A discussion of the difference between our personal values and our public ethics, how mature citizens can support both, and why our love for public ethics must trump our love for personal and group values when they conflict in the public space. Ethics offers a guidebook for evaluating public issues and finding multilateral solutions to endless cycles of values centric conflicts and unilateral violence.

Sunday, December 14, 2008

Time to Tax the Internet?

Recent news articles highlight a litany of state budget crises with an equally long list of proposed solutions, some spelled 'bailout' and some 'new taxes'. No one has yet stared down the real elephant in the room: the huge drain on the public and local economies, of internet sales with no state or local taxes. The economic crisis has made us acutely aware nothing is free, including our shared 'buying club' of publicly funded infrastructure and services.

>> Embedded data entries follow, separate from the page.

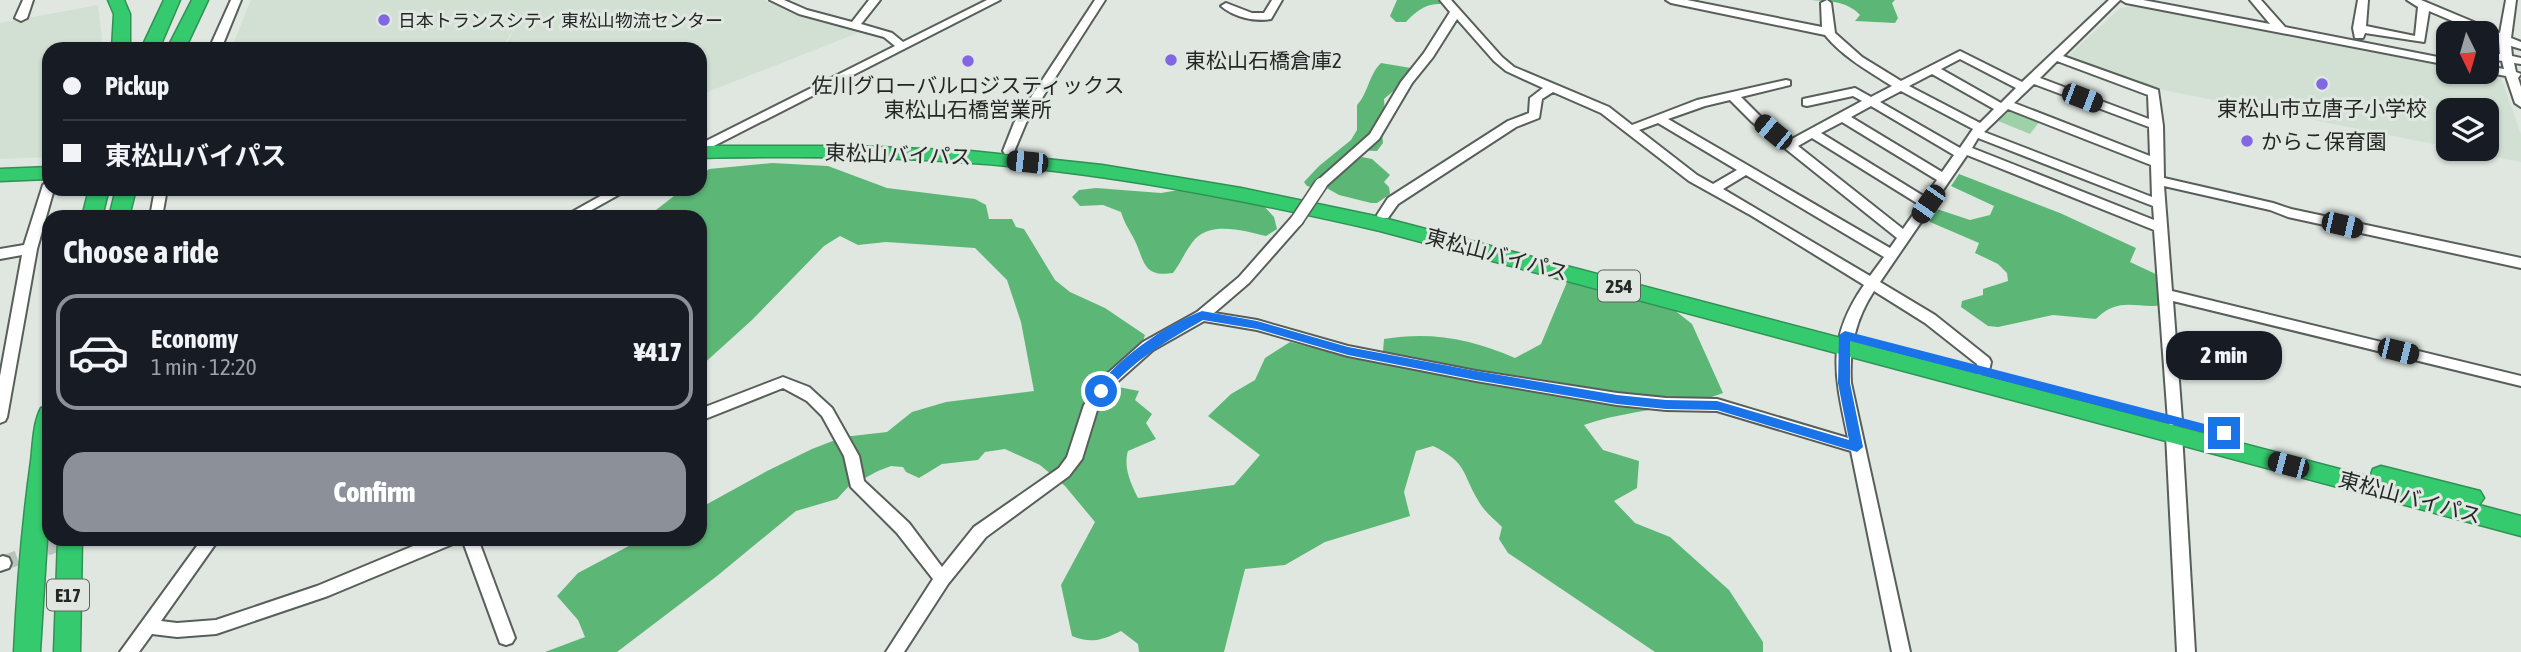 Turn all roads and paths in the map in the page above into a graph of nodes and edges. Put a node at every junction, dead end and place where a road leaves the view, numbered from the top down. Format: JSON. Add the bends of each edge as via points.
{"nodes":[{"id":1,"x":28,"y":0,"type":"edge"},
{"id":2,"x":116,"y":0,"type":"edge"},
{"id":3,"x":172,"y":0,"type":"edge"},
{"id":4,"x":197,"y":0,"type":"edge"},
{"id":5,"x":236,"y":0,"type":"edge"},
{"id":6,"x":775,"y":0,"type":"edge"},
{"id":7,"x":875,"y":0,"type":"edge"},
{"id":8,"x":995,"y":0,"type":"edge"},
{"id":9,"x":1100,"y":0,"type":"edge"},
{"id":10,"x":1278,"y":0,"type":"edge"},
{"id":11,"x":1445,"y":0,"type":"edge"},
{"id":12,"x":1671,"y":0,"type":"edge"},
{"id":13,"x":2115,"y":0,"type":"edge"},
{"id":14,"x":2126,"y":0,"type":"edge"},
{"id":15,"x":2255,"y":0,"type":"edge"},
{"id":16,"x":2363,"y":0,"type":"edge"},
{"id":17,"x":2511,"y":0,"type":"edge"},
{"id":18,"x":2418,"y":2,"type":"edge"},
{"id":19,"x":1826,"y":3,"type":"dead end"},
{"id":20,"x":1226,"y":6,"type":"dead end"},
{"id":21,"x":1455,"y":13,"type":"junction"},
{"id":22,"x":21,"y":18,"type":"dead end"},
{"id":23,"x":2453,"y":21,"type":"edge"},
{"id":24,"x":855,"y":26,"type":"junction"},
{"id":25,"x":2359,"y":28,"type":"junction"},
{"id":26,"x":2281,"y":30,"type":"junction"},
{"id":27,"x":1828,"y":33,"type":"junction"},
{"id":28,"x":2499,"y":37,"type":"edge"},
{"id":29,"x":2504,"y":38,"type":"junction"},
{"id":30,"x":121,"y":42,"type":"edge"},
{"id":31,"x":153,"y":42,"type":"edge"},
{"id":32,"x":178,"y":42,"type":"edge"},
{"id":33,"x":218,"y":42,"type":"edge"},
{"id":34,"x":2358,"y":45,"type":"junction"},
{"id":35,"x":2521,"y":46,"type":"edge"},
{"id":36,"x":903,"y":47,"type":"junction"},
{"id":37,"x":2056,"y":57,"type":"junction"},
{"id":38,"x":2499,"y":58,"type":"edge"},
{"id":39,"x":2505,"y":59,"type":"junction"},
{"id":40,"x":2436,"y":60,"type":"edge"},
{"id":41,"x":2521,"y":61,"type":"edge"},
{"id":42,"x":1932,"y":69,"type":"junction"},
{"id":43,"x":2516,"y":75,"type":"edge"},
{"id":44,"x":1786,"y":83,"type":"dead end"},
{"id":45,"x":2027,"y":83,"type":"junction"},
{"id":46,"x":1902,"y":85,"type":"junction"},
{"id":47,"x":1551,"y":88,"type":"junction"},
{"id":48,"x":1732,"y":95,"type":"junction"},
{"id":49,"x":1872,"y":101,"type":"junction"},
{"id":50,"x":2521,"y":103,"type":"edge"},
{"id":51,"x":2004,"y":106,"type":"junction"},
{"id":52,"x":1657,"y":118,"type":"junction"},
{"id":53,"x":1837,"y":119,"type":"junction"},
{"id":54,"x":2157,"y":127,"type":"junction"},
{"id":55,"x":1629,"y":130,"type":"junction"},
{"id":56,"x":1978,"y":130,"type":"junction"},
{"id":57,"x":1812,"y":133,"type":"junction"},
{"id":58,"x":707,"y":145,"type":"edge"},
{"id":59,"x":1790,"y":145,"type":"junction"},
{"id":60,"x":707,"y":146,"type":"edge"},
{"id":61,"x":707,"y":146,"type":"edge"},
{"id":62,"x":1009,"y":151,"type":"junction"},
{"id":63,"x":1963,"y":152,"type":"junction"},
{"id":64,"x":2159,"y":164,"type":"junction"},
{"id":65,"x":42,"y":165,"type":"edge"},
{"id":66,"x":0,"y":166,"type":"edge"},
{"id":67,"x":1746,"y":170,"type":"junction"},
{"id":68,"x":42,"y":173,"type":"edge"},
{"id":69,"x":0,"y":175,"type":"edge"},
{"id":70,"x":1944,"y":179,"type":"junction"},
{"id":71,"x":2158,"y":181,"type":"junction"},
{"id":72,"x":1713,"y":189,"type":"junction"},
{"id":73,"x":46,"y":196,"type":"edge"},
{"id":74,"x":610,"y":196,"type":"edge"},
{"id":75,"x":1928,"y":204,"type":"junction"},
{"id":76,"x":2159,"y":204,"type":"junction"},
{"id":77,"x":582,"y":210,"type":"edge"},
{"id":78,"x":1382,"y":215,"type":"junction"},
{"id":79,"x":2161,"y":228,"type":"junction"},
{"id":80,"x":1905,"y":237,"type":"junction"},
{"id":81,"x":30,"y":249,"type":"junction"},
{"id":82,"x":0,"y":254,"type":"edge"},
{"id":83,"x":1893,"y":256,"type":"junction"},
{"id":84,"x":2521,"y":262,"type":"edge"},
{"id":85,"x":1873,"y":284,"type":"junction"},
{"id":86,"x":2167,"y":295,"type":"junction"},
{"id":87,"x":1202,"y":316,"type":"junction"},
{"id":88,"x":1844,"y":340,"type":"junction"},
{"id":89,"x":1983,"y":371,"type":"junction"},
{"id":90,"x":2521,"y":380,"type":"edge"},
{"id":91,"x":707,"y":412,"type":"edge"},
{"id":92,"x":0,"y":417,"type":"edge"},
{"id":93,"x":2175,"y":427,"type":"junction"},
{"id":94,"x":1857,"y":447,"type":"junction"},
{"id":95,"x":42,"y":473,"type":"edge"},
{"id":96,"x":2521,"y":511,"type":"edge"},
{"id":97,"x":2521,"y":526,"type":"edge"},
{"id":98,"x":70,"y":546,"type":"edge"},
{"id":99,"x":206,"y":546,"type":"edge"},
{"id":100,"x":430,"y":546,"type":"edge"},
{"id":101,"x":473,"y":546,"type":"edge"},
{"id":102,"x":942,"y":579,"type":"junction"},
{"id":103,"x":148,"y":626,"type":"junction"},
{"id":104,"x":506,"y":638,"type":"dead end"},
{"id":105,"x":27,"y":652,"type":"edge"},
{"id":106,"x":67,"y":652,"type":"edge"},
{"id":107,"x":129,"y":652,"type":"edge"},
{"id":108,"x":895,"y":652,"type":"edge"},
{"id":109,"x":1901,"y":652,"type":"edge"},
{"id":110,"x":2186,"y":652,"type":"edge"}],
"edges":[{"from":1,"to":22,"type":"street"},
{"from":2,"to":30,"type":"highway","via":[[122,14]]},
{"from":3,"to":31,"type":"highway"},
{"from":4,"to":32,"type":"highway"},
{"from":5,"to":33,"type":"street"},
{"from":6,"to":24,"type":"street"},
{"from":7,"to":24,"type":"street"},
{"from":8,"to":36,"type":"street"},
{"from":9,"to":62,"type":"street","via":[[1020,123]]},
{"from":10,"to":20,"type":"street","via":[[1267,17]]},
{"from":11,"to":21,"type":"street"},
{"from":12,"to":27,"type":"street"},
{"from":13,"to":37,"type":"street"},
{"from":14,"to":26,"type":"street"},
{"from":15,"to":26,"type":"street"},
{"from":16,"to":25,"type":"street"},
{"from":17,"to":29,"type":"street"},
{"from":18,"to":23,"type":"street"},
{"from":18,"to":25,"type":"street","via":[[2420,40]]},
{"from":19,"to":27,"type":"street"},
{"from":21,"to":47,"type":"street","via":[[1510,69]]},
{"from":21,"to":87,"type":"street","bridge":true,"via":[[1375,136],[1321,184],[1297,220],[1244,280]]},
{"from":24,"to":36,"type":"street","via":[[888,34]]},
{"from":25,"to":34,"type":"street"},
{"from":26,"to":34,"type":"street"},
{"from":27,"to":46,"type":"street"},
{"from":28,"to":29,"type":"street"},
{"from":29,"to":35,"type":"street"},
{"from":29,"to":39,"type":"street"},
{"from":34,"to":40,"type":"street"},
{"from":36,"to":58,"type":"street"},
{"from":37,"to":45,"type":"street"},
{"from":37,"to":54,"type":"street","via":[[2154,93]]},
{"from":38,"to":39,"type":"street"},
{"from":39,"to":41,"type":"street"},
{"from":39,"to":43,"type":"street"},
{"from":42,"to":45,"type":"street","via":[[1960,54]]},
{"from":42,"to":46,"type":"street"},
{"from":42,"to":51,"type":"street"},
{"from":43,"to":50,"type":"street"},
{"from":44,"to":48,"type":"street"},
{"from":45,"to":51,"type":"street"},
{"from":45,"to":54,"type":"street"},
{"from":46,"to":49,"type":"street"},
{"from":46,"to":56,"type":"street"},
{"from":47,"to":55,"type":"street","via":[[1592,103]]},
{"from":47,"to":78,"type":"street","via":[[1536,98],[1535,115],[1513,124],[1393,201]]},
{"from":48,"to":52,"type":"street"},
{"from":48,"to":59,"type":"street"},
{"from":49,"to":53,"type":"street"},
{"from":49,"to":53,"type":"street","via":[[1855,92],[1807,102]]},
{"from":49,"to":63,"type":"street"},
{"from":51,"to":56,"type":"street"},
{"from":51,"to":64,"type":"street"},
{"from":52,"to":55,"type":"street"},
{"from":52,"to":67,"type":"street"},
{"from":53,"to":57,"type":"street"},
{"from":53,"to":70,"type":"street"},
{"from":54,"to":64,"type":"street"},
{"from":55,"to":72,"type":"street","via":[[1674,166]]},
{"from":56,"to":63,"type":"street"},
{"from":56,"to":76,"type":"street"},
{"from":57,"to":59,"type":"street"},
{"from":57,"to":75,"type":"street"},
{"from":59,"to":80,"type":"street"},
{"from":60,"to":62,"type":"highway","name":"東松山バイパス","number":"254","via":[[862,142]]},
{"from":61,"to":88,"type":"highway","name":"東松山バイパス","number":"254","via":[[946,155],[1070,166],[1229,190]]},
{"from":62,"to":78,"type":"highway","name":"東松山バイパス","number":"254","via":[[1215,178]]},
{"from":63,"to":70,"type":"street"},
{"from":63,"to":79,"type":"street"},
{"from":64,"to":71,"type":"street"},
{"from":65,"to":66,"type":"highway"},
{"from":67,"to":72,"type":"street"},
{"from":67,"to":83,"type":"street"},
{"from":68,"to":69,"type":"highway"},
{"from":70,"to":75,"type":"street"},
{"from":71,"to":76,"type":"street"},
{"from":71,"to":84,"type":"street"},
{"from":72,"to":85,"type":"street"},
{"from":73,"to":81,"type":"street"},
{"from":74,"to":77,"type":"street"},
{"from":75,"to":80,"type":"street"},
{"from":76,"to":79,"type":"street"},
{"from":78,"to":88,"type":"highway","name":"東松山バイパス","number":"254"},
{"from":79,"to":86,"type":"street"},
{"from":80,"to":83,"type":"street"},
{"from":81,"to":82,"type":"street"},
{"from":81,"to":92,"type":"street"},
{"from":83,"to":85,"type":"street"},
{"from":85,"to":88,"type":"street","via":[[1856,307]]},
{"from":85,"to":89,"type":"street","via":[[1930,319],[1984,362]]},
{"from":86,"to":90,"type":"street"},
{"from":86,"to":93,"type":"street"},
{"from":87,"to":94,"type":"street","via":[[1476,376],[1617,399],[1717,405]]},
{"from":87,"to":102,"type":"street","via":[[1149,346],[1112,378],[1091,405],[1064,472],[980,533]]},
{"from":88,"to":89,"type":"highway","name":"東松山バイパス","number":"254"},
{"from":88,"to":93,"type":"highway","name":"東松山バイパス","number":"254"},
{"from":88,"to":94,"type":"street","via":[[1844,383]]},
{"from":89,"to":93,"type":"highway","name":"東松山バイパス","number":"254"},
{"from":91,"to":102,"type":"street","via":[[783,382],[816,397],[831,414],[855,463],[856,483],[903,527]]},
{"from":93,"to":96,"type":"highway","name":"東松山バイパス","number":"254"},
{"from":93,"to":97,"type":"highway","name":"東松山バイパス","number":"254"},
{"from":93,"to":110,"type":"street"},
{"from":94,"to":109,"type":"street"},
{"from":95,"to":105,"type":"highway","number":"E17"},
{"from":98,"to":106,"type":"highway","number":"E17"},
{"from":99,"to":103,"type":"street"},
{"from":100,"to":103,"type":"street","via":[[322,591],[216,627]]},
{"from":101,"to":104,"type":"street"},
{"from":102,"to":108,"type":"street"},
{"from":103,"to":107,"type":"street"}]}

The lack of internet sales tax violates two principles of public ethics, the first being that taxes are fundamental to sustainable civilization in all aspects since the very dawn of non-tribal societies, and the second being that 'free' internet sales tilt the playing field sharply away from local purchases at a time when revitalizing local economies is paramount. One can only hope that the Obama economic plan includes a simple, innovative solution that will help state governments coordinate internet sales taxes, such as providing a means for the checkout step to display taxes due based on the ship-to ZIP code (the physical 'point of sale'), and to allow Paypal, VISA, and other payment coordinators to collect the tax. The alternative is the 'value' of a free lunch but no ethical framework to sustain a house to eat it in.